The other Phillies do not fold entirely against southpaws but they become less imposing. Here are their key lefthanded or switch batters versus lefty pitchers:

Ibanez:   13-40-.285-.359*-.639*

Rollins:     7-22-.230-.266-.425*

Utley:      11-33-.288-.417-.545

Victorino:  2-12-.314*-.385*-.459*

  * better LH than RH

The problem becomes apparent when you consider the way the two ways the Yankees could set up their rotation:

Game One, Wednesday 10/28, @ New York: Sabathia*

Game Two, Thursday 10/29, @ New York: Burnett

Game Three, Saturday 10/31, @ Philadelphia: Pettitte*

Game Four, Sunday 11/1, @ Philadelphia: Sabathia* or ?

Game Five, Monday, 11/2, @ Philadelphia: Burnett, ? or Sabathia*

Game Six, Wednesday, 11/4 @ New York: Pettitte* or Burnett

Game Seven, Thursday, 11/5 @ New York: Sabathia* or Pettitte*

If the Phillies get to the seventh game, and if Joe Girardi plays it conservatively, they will have already had to face starts by three southpaws, and then beat Pettitte in the finale, with Sabathia available in the bullpen. It is absolutely plausible that Girardi will not be conservative at all, and will have already started both Sabathia and Pettitte twice each, with Sabathia gearing up for the start in the decider.

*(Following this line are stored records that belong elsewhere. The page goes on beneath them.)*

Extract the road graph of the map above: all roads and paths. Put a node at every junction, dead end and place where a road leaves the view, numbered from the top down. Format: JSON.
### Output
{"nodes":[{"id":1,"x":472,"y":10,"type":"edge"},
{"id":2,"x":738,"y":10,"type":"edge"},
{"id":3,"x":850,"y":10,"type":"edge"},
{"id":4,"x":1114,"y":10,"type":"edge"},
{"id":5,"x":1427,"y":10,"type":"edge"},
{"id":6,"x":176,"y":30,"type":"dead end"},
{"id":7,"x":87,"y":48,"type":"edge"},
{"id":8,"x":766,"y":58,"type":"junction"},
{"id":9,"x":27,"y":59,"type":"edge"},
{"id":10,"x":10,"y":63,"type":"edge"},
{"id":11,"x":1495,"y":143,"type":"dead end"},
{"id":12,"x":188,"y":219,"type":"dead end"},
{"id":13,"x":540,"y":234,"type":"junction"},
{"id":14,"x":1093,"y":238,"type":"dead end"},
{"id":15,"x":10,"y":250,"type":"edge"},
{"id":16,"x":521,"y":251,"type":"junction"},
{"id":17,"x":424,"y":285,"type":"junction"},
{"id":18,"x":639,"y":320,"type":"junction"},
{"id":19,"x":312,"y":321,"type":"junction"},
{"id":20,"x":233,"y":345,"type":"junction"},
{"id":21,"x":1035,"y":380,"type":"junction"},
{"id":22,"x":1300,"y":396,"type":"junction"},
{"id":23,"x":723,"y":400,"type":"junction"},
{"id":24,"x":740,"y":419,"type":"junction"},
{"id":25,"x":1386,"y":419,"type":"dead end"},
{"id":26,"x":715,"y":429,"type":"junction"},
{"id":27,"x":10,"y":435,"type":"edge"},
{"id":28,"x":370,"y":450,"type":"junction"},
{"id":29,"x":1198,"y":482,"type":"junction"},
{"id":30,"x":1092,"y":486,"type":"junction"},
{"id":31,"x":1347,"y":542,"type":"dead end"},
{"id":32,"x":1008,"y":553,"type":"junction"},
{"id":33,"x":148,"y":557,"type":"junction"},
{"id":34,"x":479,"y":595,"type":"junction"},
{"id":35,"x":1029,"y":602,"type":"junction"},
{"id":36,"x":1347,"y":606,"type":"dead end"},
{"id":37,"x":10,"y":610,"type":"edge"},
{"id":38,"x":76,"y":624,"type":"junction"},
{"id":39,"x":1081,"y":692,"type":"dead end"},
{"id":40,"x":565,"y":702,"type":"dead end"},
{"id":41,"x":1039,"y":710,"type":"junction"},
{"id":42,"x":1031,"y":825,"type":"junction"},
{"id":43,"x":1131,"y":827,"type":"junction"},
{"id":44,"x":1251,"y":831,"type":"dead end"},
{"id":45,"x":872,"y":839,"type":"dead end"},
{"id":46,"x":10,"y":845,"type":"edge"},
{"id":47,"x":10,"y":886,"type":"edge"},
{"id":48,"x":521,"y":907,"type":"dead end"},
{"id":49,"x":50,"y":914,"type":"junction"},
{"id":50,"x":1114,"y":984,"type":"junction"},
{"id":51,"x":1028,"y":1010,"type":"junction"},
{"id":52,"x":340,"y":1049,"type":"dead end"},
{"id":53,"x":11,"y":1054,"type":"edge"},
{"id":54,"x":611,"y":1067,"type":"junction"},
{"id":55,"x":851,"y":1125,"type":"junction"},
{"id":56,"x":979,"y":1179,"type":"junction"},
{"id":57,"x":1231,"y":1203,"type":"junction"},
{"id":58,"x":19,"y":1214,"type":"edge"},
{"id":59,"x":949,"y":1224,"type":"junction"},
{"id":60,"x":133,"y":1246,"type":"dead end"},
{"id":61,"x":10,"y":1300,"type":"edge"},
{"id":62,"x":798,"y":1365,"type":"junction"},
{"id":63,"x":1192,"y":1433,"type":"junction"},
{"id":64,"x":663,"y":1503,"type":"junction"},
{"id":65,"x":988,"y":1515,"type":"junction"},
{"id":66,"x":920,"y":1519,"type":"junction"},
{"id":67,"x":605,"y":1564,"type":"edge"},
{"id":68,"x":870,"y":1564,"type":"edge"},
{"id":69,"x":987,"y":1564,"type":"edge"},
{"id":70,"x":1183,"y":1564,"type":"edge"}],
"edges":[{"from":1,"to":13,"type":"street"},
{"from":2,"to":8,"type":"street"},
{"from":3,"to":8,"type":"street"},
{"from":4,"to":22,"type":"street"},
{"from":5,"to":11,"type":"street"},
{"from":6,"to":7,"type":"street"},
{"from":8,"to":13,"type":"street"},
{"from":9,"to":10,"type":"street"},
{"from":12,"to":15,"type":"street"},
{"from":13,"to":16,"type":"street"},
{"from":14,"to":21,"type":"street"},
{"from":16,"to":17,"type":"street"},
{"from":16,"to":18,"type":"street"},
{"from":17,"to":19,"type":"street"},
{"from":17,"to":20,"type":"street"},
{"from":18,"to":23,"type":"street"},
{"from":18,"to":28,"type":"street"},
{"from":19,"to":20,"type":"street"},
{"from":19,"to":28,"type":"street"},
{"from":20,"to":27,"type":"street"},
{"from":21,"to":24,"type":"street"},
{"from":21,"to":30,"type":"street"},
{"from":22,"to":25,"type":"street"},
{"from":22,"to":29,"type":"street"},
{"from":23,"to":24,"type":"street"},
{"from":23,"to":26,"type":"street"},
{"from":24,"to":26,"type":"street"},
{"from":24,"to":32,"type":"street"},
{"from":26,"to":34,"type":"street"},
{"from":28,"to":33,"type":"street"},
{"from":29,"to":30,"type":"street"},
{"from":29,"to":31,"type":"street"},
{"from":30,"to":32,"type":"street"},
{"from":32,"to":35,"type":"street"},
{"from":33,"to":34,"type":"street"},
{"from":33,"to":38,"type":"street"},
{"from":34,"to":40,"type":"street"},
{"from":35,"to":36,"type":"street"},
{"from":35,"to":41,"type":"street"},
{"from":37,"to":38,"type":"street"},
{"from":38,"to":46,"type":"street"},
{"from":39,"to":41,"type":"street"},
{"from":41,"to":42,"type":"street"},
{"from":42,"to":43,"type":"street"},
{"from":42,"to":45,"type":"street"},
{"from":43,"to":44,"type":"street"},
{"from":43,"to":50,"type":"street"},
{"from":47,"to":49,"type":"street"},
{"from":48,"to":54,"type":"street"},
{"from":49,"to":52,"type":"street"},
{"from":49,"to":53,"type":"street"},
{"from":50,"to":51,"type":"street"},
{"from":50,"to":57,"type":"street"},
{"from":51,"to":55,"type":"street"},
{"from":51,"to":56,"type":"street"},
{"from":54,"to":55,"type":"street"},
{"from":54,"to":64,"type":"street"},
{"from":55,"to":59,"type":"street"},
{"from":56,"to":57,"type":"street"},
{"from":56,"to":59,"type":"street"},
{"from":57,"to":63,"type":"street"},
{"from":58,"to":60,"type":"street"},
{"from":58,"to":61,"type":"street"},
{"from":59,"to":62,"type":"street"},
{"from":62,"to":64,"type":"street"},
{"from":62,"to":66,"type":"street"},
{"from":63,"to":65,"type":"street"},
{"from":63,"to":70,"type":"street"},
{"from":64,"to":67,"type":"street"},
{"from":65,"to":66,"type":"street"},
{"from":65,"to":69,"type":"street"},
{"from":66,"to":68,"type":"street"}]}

It’s a slightly more daunting task than beating the Rockies with no lefty starters, and then flummoxing a slumping Clayton Kershaw and beating, in a do-or-die game for the other team, a starter who was released by Texas two months ago and on whom you can always rely – he’ll always let you down. And they don’t have a power plug-in for the DH in The Stadium (unless Charlie Manuel were to pull a real rabbit out of his hat, like John Mayberry, Jr.).

I don’t think they can do it. Congrats on that pennant.
PS: For whatever this is worth, Howard went 2-for-14 in the three-game clash at Yankee Stadium in May. The hits were both off Sabathia, and both infield singles to the left side.